Our strategy performance is better than the sectors where most of the portfolio tends to be concentrated (Financials and Energy) but it has fallen far short of the Growth sectors.

There may, however, be light at the end of the tunnel. Last week, the OECD leading indicator turned up.

This is a signal we have been waiting for for the last 1.5 years. The indicator turned down in late 2021 and has been falling since.

It has historically been the case that stocks, and in particular the kinds of risky stocks we invest in, do better in periods when the OECD leading indicator is increasing than when it is decreasing.

Over the past decade, big losses in our strategy have tended to happen when the indicator was pointing down (in particular, 30% drawdowns in February 2016 and December 2018), while big gains have tended to happen when the indicator was pointing up.

We believe there is a good chance the same will happen this time around too.

Bank of America equity strategist Michael Hartnett last week compared the current market to that of 2008 after the collapse of Bear Stearns bank. In 2008, just like now, tech stocks rallied after the banking troubles started. What is different this time is that defensive stocks have outperformed riskier cyclical stocks, as investors have been aggressively positioning their portfolios for a recessionary environment, fearing a repeat of the 2008 crash. The cyclicals – banks, oil companies, REITs and small caps – have become cheap, with prices that already incorporate a recession. A confirmation of the start of the recession could then counter-intuitively provide a catalyst to buy cyclicals, as the bad news will then be out, the recession may not be as bad as feared, and uncertainty starts to reduce.

We would agree with Hartnett. The recession is a well-known problem and investors are prepared for it.

How do we act in this situation? By doing something different from the crowd. It is not possible to beat the market by always being defensive ahead of a recession and doing the same things as others – i.e., investing in cash, bonds or technology companies.

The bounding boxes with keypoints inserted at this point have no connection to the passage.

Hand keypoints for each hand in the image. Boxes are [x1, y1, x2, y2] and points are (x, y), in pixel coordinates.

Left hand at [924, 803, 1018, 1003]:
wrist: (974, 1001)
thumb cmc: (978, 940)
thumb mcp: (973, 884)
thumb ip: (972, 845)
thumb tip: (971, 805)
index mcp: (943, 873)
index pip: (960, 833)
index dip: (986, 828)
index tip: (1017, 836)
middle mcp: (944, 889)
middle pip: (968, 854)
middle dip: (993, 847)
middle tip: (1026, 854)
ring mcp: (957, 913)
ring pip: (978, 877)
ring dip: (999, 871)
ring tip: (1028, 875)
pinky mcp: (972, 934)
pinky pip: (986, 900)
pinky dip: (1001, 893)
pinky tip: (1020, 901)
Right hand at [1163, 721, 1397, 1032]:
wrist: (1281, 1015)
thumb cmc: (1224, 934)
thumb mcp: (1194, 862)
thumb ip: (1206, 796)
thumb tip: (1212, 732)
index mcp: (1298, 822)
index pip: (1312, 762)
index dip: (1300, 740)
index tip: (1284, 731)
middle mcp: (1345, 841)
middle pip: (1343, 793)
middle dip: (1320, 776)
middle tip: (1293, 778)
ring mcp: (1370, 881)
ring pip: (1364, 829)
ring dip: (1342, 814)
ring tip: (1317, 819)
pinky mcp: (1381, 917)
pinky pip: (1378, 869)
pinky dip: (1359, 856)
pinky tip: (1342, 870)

Thus, we have decided to dial risk in the portfolio back up again, this time with a more “tough it out” mindset. We were cautious for the past 1.5 years and reduced risk aggressively multiple times – in March 2022, June 2022, November 2022, March 2023 and May 2023. This is not usual for our strategy but it was done because we wanted to avoid the 30% drawdown the strategy previously experienced in February 2016, December 2018 and March 2020.

The OECD leading indicator a kind of lode star for us, and we are happier to take risk more aggressively when it is pointing up. Risks remain, to be sure, and we would not be surprised to see another drawdown over the coming months, due to the impending recession. We are mentally prepared for it and would use it as an opportunity to add funds to our account. For the first time since 2021, there is the possibility of some real money being made over the next 12 months, we believe.

2023 performance YTD
@triangulacapital +11.2%
$SWDA.L +8.8%

Portfolio changes
We bought US real estate companies (Equity Residential, Simon Property Group, Healthpeak Properties), oil companies (Eni, Suncor), auto companies (Stellantis, Volkswagen), Financials (Equitable Holdings, Santander), and tobacco (British American Tobacco). All these companies are cheap. Some have >50% upside to our fair value estimate. Most are, of course, also risky companies – if the economy deteriorates, their shares will fall fast. This allocation is in line with our approach of higher risks for higher returns.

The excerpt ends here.